It is a place of dusty dreams. The twisted light cord hanging from the center is gallows rope, its naked light bulb, an abandoned blackening body when lit, barely gives life. The floor grades down to a centered sewer hole for plumbing that was never finished. Stagnant water encircles it, left from old rain that drips in and stays for weeks. Nobody comes down here much but when they do, it is for jars of fruit in the room buried in the far corner; the ‘cold locker’ the young boys call it. It is cold, as cold as a tomb.
A tower of boxes near the stairs seems to shift. Bundles of yellow newspapers stacked next to them huddle like crooked gnomes; they reek something grim. There are paint cans and open tins of varnish near a barren worktable. Long hooks grip it, holding it tight against the wall. Rows of cigarette burn decorate its edge. I remember them. The burns. The partially sealed room next to the worktable allows no light. It is the old coal chute.
A newspaper lays crumpled on the worktable, open to a page, damp with age, wrinkled like old skin. Cold air seals the headline news and photos of the Garrisons. There is a photo of Red Garrison being led handcuffed from the house. There is a picture of his wife Cora, slumped in the back seat of a police car. A blanket partially covers her head. In the corner, a picture of Beale, their oldest daughter, head crooked to the camera, her eyes – shark eyes – staring dead into the lens. Their faces are grainy black and white. Their faces are the same face I see reflected back on the glass jars in the cold locker. My face. No. That’s not true. My face is different. The eyes are the same. Maybe. There are no photos of me. Only reflections.
Beale Garrison moves about upstairs, pattering alone with the cats. I sense their smell. They sense me too and they don’t come down. Beale comes for the baskets of fruit stacked along the wall in the cold locker.

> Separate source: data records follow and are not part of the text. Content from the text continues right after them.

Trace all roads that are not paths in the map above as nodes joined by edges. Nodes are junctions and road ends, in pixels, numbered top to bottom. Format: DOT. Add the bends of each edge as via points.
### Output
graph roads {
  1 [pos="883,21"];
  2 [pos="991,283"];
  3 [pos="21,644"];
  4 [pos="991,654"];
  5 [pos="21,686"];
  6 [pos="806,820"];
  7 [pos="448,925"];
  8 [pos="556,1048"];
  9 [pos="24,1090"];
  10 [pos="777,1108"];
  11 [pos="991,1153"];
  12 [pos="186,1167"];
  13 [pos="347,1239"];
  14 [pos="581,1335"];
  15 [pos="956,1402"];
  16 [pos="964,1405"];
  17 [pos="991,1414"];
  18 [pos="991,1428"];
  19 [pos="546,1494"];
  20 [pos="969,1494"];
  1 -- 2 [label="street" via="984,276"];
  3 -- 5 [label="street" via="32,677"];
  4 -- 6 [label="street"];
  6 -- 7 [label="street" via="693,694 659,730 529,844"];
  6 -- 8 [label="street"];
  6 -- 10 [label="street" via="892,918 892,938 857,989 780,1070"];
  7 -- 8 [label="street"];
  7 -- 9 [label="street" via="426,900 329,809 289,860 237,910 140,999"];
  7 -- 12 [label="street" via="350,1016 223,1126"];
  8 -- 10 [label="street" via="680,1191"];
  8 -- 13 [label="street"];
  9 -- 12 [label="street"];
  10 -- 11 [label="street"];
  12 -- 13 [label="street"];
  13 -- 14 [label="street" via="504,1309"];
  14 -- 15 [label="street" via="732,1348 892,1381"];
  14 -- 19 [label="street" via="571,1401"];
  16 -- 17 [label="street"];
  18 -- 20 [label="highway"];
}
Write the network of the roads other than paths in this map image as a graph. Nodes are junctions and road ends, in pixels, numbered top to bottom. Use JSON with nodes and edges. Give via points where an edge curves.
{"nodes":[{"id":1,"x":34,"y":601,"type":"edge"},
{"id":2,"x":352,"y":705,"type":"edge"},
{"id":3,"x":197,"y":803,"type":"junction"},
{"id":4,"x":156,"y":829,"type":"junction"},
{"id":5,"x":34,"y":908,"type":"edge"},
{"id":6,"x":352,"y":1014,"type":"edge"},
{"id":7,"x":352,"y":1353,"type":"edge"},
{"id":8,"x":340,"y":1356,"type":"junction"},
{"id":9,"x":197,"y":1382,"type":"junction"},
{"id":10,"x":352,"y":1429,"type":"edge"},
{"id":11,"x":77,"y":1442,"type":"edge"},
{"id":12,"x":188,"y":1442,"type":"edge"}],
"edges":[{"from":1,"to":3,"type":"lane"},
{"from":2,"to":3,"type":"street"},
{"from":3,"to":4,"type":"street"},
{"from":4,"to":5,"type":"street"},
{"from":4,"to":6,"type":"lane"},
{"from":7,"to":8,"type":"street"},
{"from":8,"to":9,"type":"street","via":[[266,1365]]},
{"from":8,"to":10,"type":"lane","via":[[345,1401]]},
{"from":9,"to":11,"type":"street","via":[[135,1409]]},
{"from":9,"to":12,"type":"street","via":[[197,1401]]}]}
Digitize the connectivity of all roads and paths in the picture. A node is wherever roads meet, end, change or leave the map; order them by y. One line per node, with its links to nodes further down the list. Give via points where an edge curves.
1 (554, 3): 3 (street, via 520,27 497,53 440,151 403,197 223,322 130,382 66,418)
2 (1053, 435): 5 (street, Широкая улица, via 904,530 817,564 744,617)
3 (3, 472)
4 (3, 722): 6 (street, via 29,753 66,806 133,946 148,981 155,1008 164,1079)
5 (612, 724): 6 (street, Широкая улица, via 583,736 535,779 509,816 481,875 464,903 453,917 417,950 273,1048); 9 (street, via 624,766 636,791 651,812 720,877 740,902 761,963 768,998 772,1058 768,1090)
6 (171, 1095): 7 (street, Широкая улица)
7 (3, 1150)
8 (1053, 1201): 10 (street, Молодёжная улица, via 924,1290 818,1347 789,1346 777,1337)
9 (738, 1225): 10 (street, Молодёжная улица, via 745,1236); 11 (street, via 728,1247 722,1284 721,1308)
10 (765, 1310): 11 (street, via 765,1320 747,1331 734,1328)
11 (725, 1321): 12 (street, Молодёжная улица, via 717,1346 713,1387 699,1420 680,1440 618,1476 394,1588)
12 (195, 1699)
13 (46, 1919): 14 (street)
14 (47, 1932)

She doesn’t venture to this side of the basement. She returned to the house after Red and Cora were sentenced to prison. She was never implicated. I know better. I know what she did. What they did to the child.
Ruth was her name. My name. Time muddles memories. The years meld and twist, bind up in a foggy dream. It feels like a dream. I don’t know if it is. There’s no one to set it right. I am happy to be her, to be Ruth, to be someone. Ruth is gone. She didn’t survive. It says so in the newspaper under the stairwell. Every moment is thick, fuzzy as if looking through a cocooned web. My thoughts come down to me, dream-like, a milky gray and then blackness.
They burn me. Tie and cut me in the coal chute where it is private. I am born different. Deformed. “God’s mistake!” echoes in my dream. “God’s mistake!” There hands are eager. Deliberate. Impatient. There is hurt and blame. I read it in the paper. I don’t know how that is possible. I don’t know how to read. It said I died when I was two. I don’t remember dying.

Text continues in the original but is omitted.